The differences between the American and Moldovan political systems was highlighted to me this morning when, after explaining the Center and its activities to members of the Moldovan Electoral Commission, one of them leaned over to the translator and spoke briefly in Russian. The translator turned to me and asked, “So do you have bodyguards?” I assured them that I didn’t – not yet, at least.
Last week I got a call from a woman I had never spoken to asking if I could meet with the three Moldovans. “Why not?” I said. The men are in the U.S. as part of a International Visitor Program run by the Academy for Educational Development, a State Department partner. The three members of the commission and their translator witnessed primary voting in Pennsylvania on April 27 and met with other luminaries to try and understand more about the American electoral system.
Valentin Vizant, the commission’s secretary who asked about my personal safety, was the youngest-looking of the three and smiled easily.
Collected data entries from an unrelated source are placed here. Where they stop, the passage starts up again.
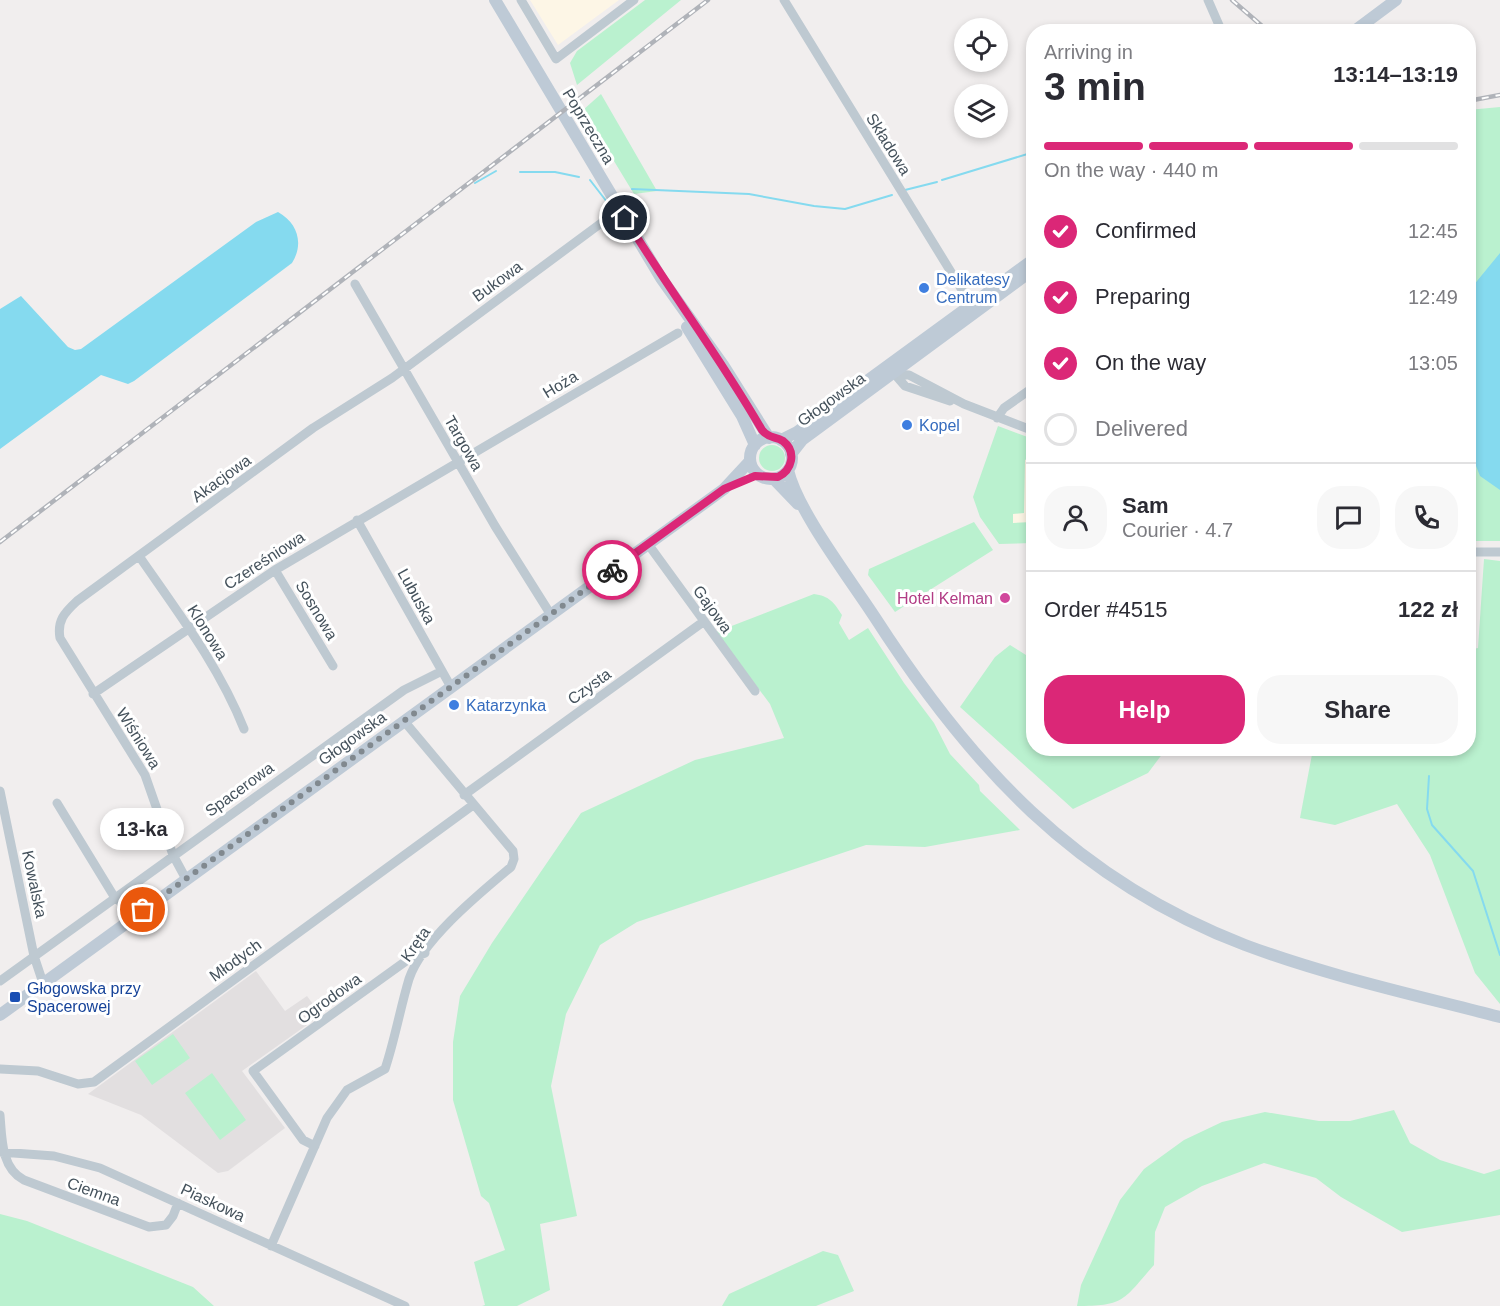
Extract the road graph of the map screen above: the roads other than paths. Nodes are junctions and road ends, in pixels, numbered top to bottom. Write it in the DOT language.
graph roads {
  1 [pos="495,0"];
  2 [pos="521,0"];
  3 [pos="634,0"];
  4 [pos="784,0"];
  5 [pos="1208,0"];
  6 [pos="1396,0"];
  7 [pos="1218,24"];
  8 [pos="1364,24"];
  9 [pos="608,218"];
  10 [pos="1026,267"];
  11 [pos="1026,269"];
  12 [pos="661,278"];
  13 [pos="355,284"];
  14 [pos="970,303"];
  15 [pos="984,307"];
  16 [pos="960,325"];
  17 [pos="678,333"];
  18 [pos="912,360"];
  19 [pos="404,369"];
  20 [pos="891,370"];
  21 [pos="912,376"];
  22 [pos="1026,393"];
  23 [pos="964,404"];
  24 [pos="997,418"];
  25 [pos="1026,428"];
  26 [pos="775,439"];
  27 [pos="754,446"];
  28 [pos="791,454"];
  29 [pos="750,461"];
  30 [pos="458,462"];
  31 [pos="788,470"];
  32 [pos="759,475"];
  33 [pos="774,479"];
  34 [pos="724,489"];
  35 [pos="806,511"];
  36 [pos="357,520"];
  37 [pos="648,544"];
  38 [pos="1476,552"];
  39 [pos="1500,552"];
  40 [pos="139,556"];
  41 [pos="275,570"];
  42 [pos="551,615"];
  43 [pos="61,618"];
  44 [pos="703,622"];
  45 [pos="189,628"];
  46 [pos="333,666"];
  47 [pos="442,671"];
  48 [pos="451,687"];
  49 [pos="754,691"];
  50 [pos="93,694"];
  51 [pos="404,721"];
  52 [pos="244,729"];
  53 [pos="0,791"];
  54 [pos="464,795"];
  55 [pos="57,803"];
  56 [pos="473,805"];
  57 [pos="173,855"];
  58 [pos="186,879"];
  59 [pos="116,897"];
  60 [pos="132,918"];
  61 [pos="425,953"];
  62 [pos="34,956"];
  63 [pos="0,981"];
  64 [pos="43,983"];
  65 [pos="0,1015"];
  66 [pos="1500,1017"];
  67 [pos="0,1069"];
  68 [pos="0,1115"];
  69 [pos="315,1146"];
  70 [pos="2,1152"];
  71 [pos="178,1203"];
  72 [pos="271,1246"];
  73 [pos="405,1306"];
  1 -- 12 [label="main road, Poprzeczna"];
  2 -- 3 [label="street"];
  4 -- 14 [label="street, Składowa"];
  5 -- 7 [label="street"];
  6 -- 8 [label="main road"];
  9 -- 19 [label="street, Bukowa"];
  10 -- 14 [label="main road"];
  11 -- 15 [label="main road"];
  12 -- 26 [label="main road, Poprzeczna"];
  12 -- 27 [label="main road, Poprzeczna"];
  13 -- 19 [label="street, Targowa"];
  14 -- 15 [label="street"];
  14 -- 16 [label="street"];
  14 -- 20 [label="main road"];
  15 -- 16 [label="main road"];
  16 -- 18 [label="main road"];
  17 -- 30 [label="street, Hoża"];
  18 -- 20 [label="main road"];
  18 -- 21 [label="street"];
  19 -- 30 [label="street, Targowa"];
  19 -- 40 [label="street, Akacjowa"];
  20 -- 21 [label="street"];
  20 -- 23 [label="street"];
  20 -- 26 [label="main road, Głogowska"];
  20 -- 28 [label="main road, Głogowska"];
  21 -- 23 [label="street"];
  22 -- 24 [label="street"];
  23 -- 24 [label="street"];
  24 -- 25 [label="street"];
  26 -- 27 [label="main road"];
  26 -- 28 [label="main road"];
  27 -- 29 [label="main road"];
  28 -- 31 [label="main road"];
  29 -- 32 [label="main road"];
  29 -- 34 [label="main road, Głogowska"];
  30 -- 36 [label="street, Czereśniowa"];
  30 -- 42 [label="street, Targowa"];
  31 -- 33 [label="main road"];
  31 -- 35 [label="main road"];
  32 -- 33 [label="main road"];
  32 -- 34 [label="main road, Głogowska"];
  33 -- 35 [label="main road"];
  34 -- 37 [label="main road, Głogowska"];
  35 -- 66 [label="main road"];
  36 -- 41 [label="street, Czereśniowa"];
  36 -- 47 [label="street, Lubuska"];
  37 -- 42 [label="main road, Głogowska"];
  37 -- 44 [label="street, Gajowa"];
  38 -- 39 [label="street"];
  40 -- 43 [label="street, Akacjowa"];
  40 -- 45 [label="street, Klonowa"];
  41 -- 45 [label="street, Czereśniowa"];
  41 -- 46 [label="street, Sosnowa"];
  42 -- 48 [label="main road, Głogowska"];
  43 -- 50 [label="street, Wiśniowa"];
  44 -- 49 [label="street, Gajowa"];
  44 -- 54 [label="street, Czysta"];
  45 -- 50 [label="street, Czereśniowa"];
  45 -- 52 [label="street, Klonowa"];
  47 -- 48 [label="street, Lubuska"];
  47 -- 57 [label="street, Spacerowa"];
  48 -- 51 [label="main road, Głogowska"];
  50 -- 57 [label="street, Wiśniowa"];
  51 -- 54 [label="street, Kręta"];
  51 -- 58 [label="main road, Głogowska"];
  53 -- 62 [label="street, Kowalska"];
  54 -- 56 [label="street, Kręta"];
  55 -- 59 [label="street"];
  56 -- 61 [label="street, Kręta"];
  56 -- 67 [label="street, Młodych"];
  57 -- 58 [label="street, Wiśniowa"];
  57 -- 59 [label="street, Spacerowa"];
  58 -- 60 [label="main road, Głogowska"];
  59 -- 60 [label="street"];
  59 -- 62 [label="street, Spacerowa"];
  60 -- 64 [label="main road, Głogowska"];
  61 -- 69 [label="street, Kręta"];
  61 -- 69 [label="street, Ogrodowa"];
  62 -- 63 [label="street, Spacerowa"];
  62 -- 64 [label="street, Kowalska"];
  64 -- 65 [label="main road, Głogowska"];
  68 -- 70 [label="street"];
  69 -- 72 [label="street, Kręta"];
  70 -- 71 [label="street, Piaskowa"];
  70 -- 71 [label="street, Ciemna"];
  71 -- 72 [label="street, Piaskowa"];
  72 -- 73 [label="street, Piaskowa"];
}
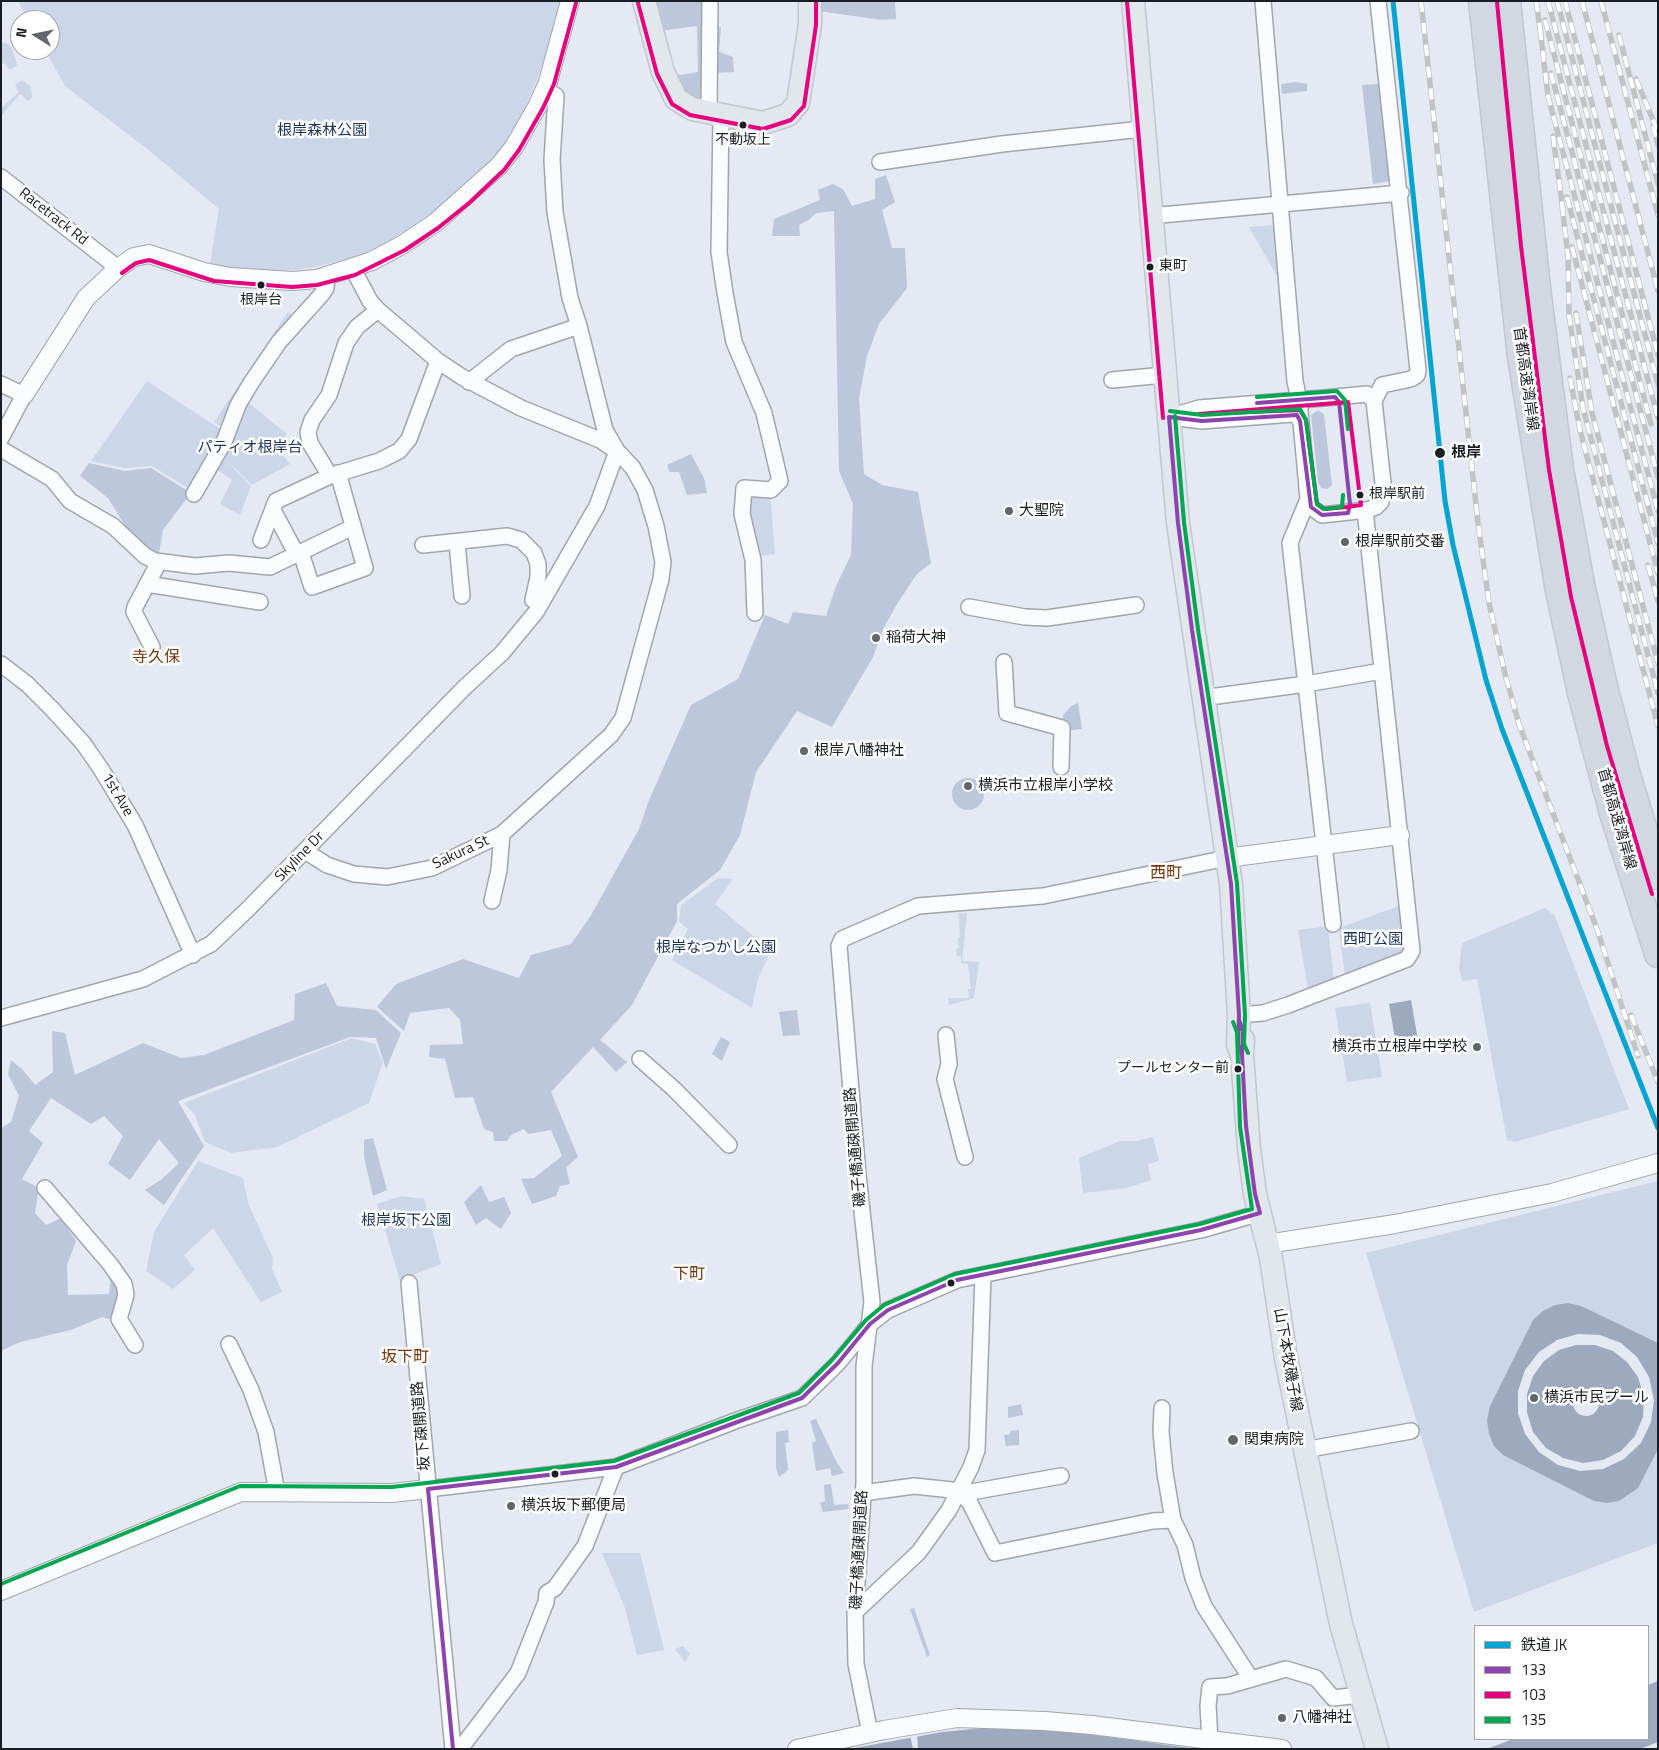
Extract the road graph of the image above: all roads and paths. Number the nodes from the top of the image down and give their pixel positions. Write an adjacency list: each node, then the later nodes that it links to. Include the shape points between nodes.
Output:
1 (570, 1): 10 (street)
2 (644, 1): 11 (main road, via 669,87 676,99 684,105)
3 (710, 1): 11 (street)
4 (810, 1): 11 (main road, via 810,24 798,103 794,110 763,123)
5 (1133, 1): 12 (main road, 山下本牧磯子線)
6 (1263, 1): 16 (street)
7 (1378, 1): 15 (street)
8 (1482, 1): 69 (highway, 首都高速湾岸線, via 1521,357 1559,591 1581,693 1612,810)
9 (1507, 1): 66 (highway, 首都高速湾岸線, via 1537,288 1564,488 1603,682)
10 (546, 89): 19 (street, via 514,147 465,198 402,246); 22 (street, via 556,96 552,160 554,203 568,289)
11 (715, 115): 53 (street, via 718,252 725,293 734,342 764,413 780,481 771,490 744,488 742,514 753,560)
12 (1142, 129): 13 (street, via 1002,144); 17 (main road, 山下本牧磯子線)
13 (880, 162)
14 (1, 178): 18 (street, Racetrack Rd)
15 (1400, 193): 16 (street); 30 (street, via 1418,375 1382,385)
16 (1281, 203): 17 (street); 29 (street)
17 (1150, 216): 24 (main road, 山下本牧磯子線)
18 (111, 263): 20 (street, via 149,254 230,277 292,282); 28 (street, via 74,314)
19 (354, 269): 20 (street); 21 (street, via 361,286)
20 (327, 276): 37 (street, via 322,294 278,342 251,383 238,405 224,442)
21 (378, 310): 23 (street); 36 (street, via 357,327 346,343 329,395 308,432 310,443)
22 (579, 326): 26 (street, via 511,349); 35 (street, via 600,412)
23 (438, 362): 26 (street); 36 (street, via 408,439 399,451 380,461)
24 (1164, 375): 25 (street); 31 (main road, 山下本牧磯子線)
25 (1112, 380)
26 (470, 382): 35 (street, via 521,408 600,440)
27 (1, 384): 28 (street)
28 (24, 395): 33 (street)
29 (1298, 400): 30 (street, via 1367,394); 31 (street, via 1199,408); 32 (street)
30 (1374, 401): 40 (street, via 1383,495 1376,507)
31 (1169, 417): 32 (street, via 1202,422 1293,414); 59 (main road, 山下本牧磯子線, via 1178,523)
32 (1300, 421): 38 (street)
33 (1, 438)
34 (1, 449): 46 (street, via 52,479 70,501 112,526 145,556)
35 (616, 451): 50 (street, Skyline Dr, via 597,506); 61 (street, Sakura St, via 633,468 645,490 663,562 623,718 611,735)
36 (334, 475): 39 (street, via 276,501); 41 (street)
37 (194, 494)
38 (1308, 499): 40 (street, via 1316,513 1322,515); 58 (street, via 1290,543)
39 (273, 510): 42 (street); 45 (street)
40 (1364, 510): 57 (street)
41 (353, 527): 45 (street); 45 (street, via 365,568 312,586)
42 (261, 540)
43 (457, 543): 44 (street); 48 (street); 50 (street, via 507,536 528,545 538,564 533,600)
44 (423, 544)
45 (299, 554): 46 (street, via 270,566 229,563 195,566)
46 (159, 562): 47 (street)
47 (146, 584): 49 (street); 54 (street, via 134,612)
48 (462, 596)
49 (260, 602)
50 (540, 605): 64 (street, Skyline Dr, via 502,653)
51 (1136, 605): 52 (street, via 1047,618)
52 (969, 607)
53 (755, 613)
54 (152, 647)
55 (1004, 662): 60 (street, via 1007,713 1062,728)
56 (1, 664): 70 (street, 1st Ave, via 52,709 101,769 135,824)
57 (1382, 671): 58 (street); 62 (street)
58 (1306, 684): 59 (street); 63 (street)
59 (1202, 698): 65 (main road, 山下本牧磯子線)
60 (1061, 767)
61 (502, 834): 64 (street, Sakura St, via 432,868 386,878 354,874 327,865); 67 (street)
62 (1400, 835): 63 (street); 71 (street, via 1410,956 1288,1005)
63 (1324, 845): 65 (street); 68 (street)
64 (305, 852): 70 (street, Skyline Dr, via 211,944)
65 (1227, 858): 71 (main road, 山下本牧磯子線); 83 (street, 磯子橋通疎開道路, via 1042,896 918,906 842,939 839,946 871,1290)
66 (1658, 876)
67 (492, 901)
68 (1333, 924)
69 (1658, 954)
70 (193, 955): 72 (street, Skyline Dr, via 143,979)
71 (1239, 1017): 79 (main road, 山下本牧磯子線, via 1238,1045 1242,1054 1249,1149)
72 (1, 1018)
73 (946, 1035): 76 (street, via 949,1064 945,1079)
74 (640, 1059): 75 (street)
75 (729, 1145)
76 (965, 1157)
77 (1658, 1163): 80 (street, via 1552,1193 1370,1229)
78 (45, 1188): 85 (street, via 124,1284 126,1294 119,1319)
79 (1260, 1212): 80 (main road, 山下本牧磯子線); 81 (street, via 1201,1230)
80 (1267, 1244): 88 (main road, 山下本牧磯子線)
81 (983, 1275): 83 (street, via 957,1280 903,1302); 92 (street, via 977,1450)
82 (408, 1283): 91 (street, 坂下疎開道路)
83 (870, 1324): 89 (street, via 802,1398); 94 (street, 磯子橋通疎開道路, via 864,1366)
84 (229, 1344): 93 (street, via 266,1432)
85 (135, 1345)
86 (1162, 1408): 95 (street, via 1165,1473)
87 (1411, 1432): 88 (street)
88 (1304, 1450): 99 (main road, 山下本牧磯子線, via 1341,1624)
89 (616, 1467): 91 (street); 103 (street, via 585,1546 555,1588 547,1593 518,1673)
90 (1061, 1476): 92 (street, via 971,1492)
91 (428, 1489): 93 (street, via 392,1494); 102 (street, 坂下疎開道路)
92 (959, 1490): 94 (street, via 914,1486); 95 (street, via 970,1503 995,1553 1153,1521); 97 (street, via 919,1552)
93 (277, 1493): 96 (street, via 241,1492)
94 (863, 1493): 97 (street, 磯子橋通疎開道路)
95 (1173, 1520): 98 (street, via 1185,1545 1204,1606)
96 (1, 1591)
97 (856, 1612): 101 (street, 磯子橋通疎開道路, via 856,1664)
98 (1251, 1679): 99 (street, via 1286,1669 1316,1678 1333,1698); 100 (street, via 1210,1687)
99 (1361, 1696): 106 (main road, 山下本牧磯子線)
100 (1210, 1740): 101 (street, via 1054,1722 957,1718); 105 (street)
101 (871, 1742): 104 (street)
102 (454, 1749)
103 (460, 1749)
104 (797, 1749)
105 (1282, 1749)
106 (1377, 1749)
His chairman, Eugeniu Clim, looked like he came off the assembly line at the Dick Butkus Factory for Stocky Men. He said little during our hour-long discussion and yawned once or twice. He wasn’t menacing, just very Eastern European. The third man was actually a judge (several sit on the 30-plus member commission). Mihai Poalelungi was the most talkative and occasionally made statements of his opinion rather than asking questions. He clearly liked a little give-and-take.
On the question of limits on campaign finances and disclosure, Poalelungi was in favor of few (if any) limits but full and rapid disclosure (limits, he said, reminded him of Soviet rules). He said there was no way to shut off the influence of money and lobbyists, but disclosure would at least let the public know what was going on. A sensible man. All three laughed when I told them – in response to a question from Vizant – that very often the Center was rather unpopular with government officials. I’m sure they’ve seen the same thing in Moldova, although perhaps not on the same scale.
The were very interested in the influence on elections of wealthy individuals like George Soros, who is well-known “even in Moldova,” Vizant said. “What does he get out of it?” he asked, referring to Soros’ contributions to opponents of George W. Bush. We agreed that Soros didn’t need the publicity, but I said that ideology and personal interest were larger factors.
We talked about working under the threat of lawsuits, a common feature in Russia and the former Soviet republics. Poalelungi said that businessmen sued often as a money-making device or to gain publicity. In the Center’s case, I replied, our litigants usually just want to run us out of business or force us to retract a story. Our greatest mutual understanding came when I described the bureaucratic delays we often encountered in our reporting. Having lived through Soviet control, they smiled with the confidence that seemed to suggest that they could beat any tale of red tape I had to offer.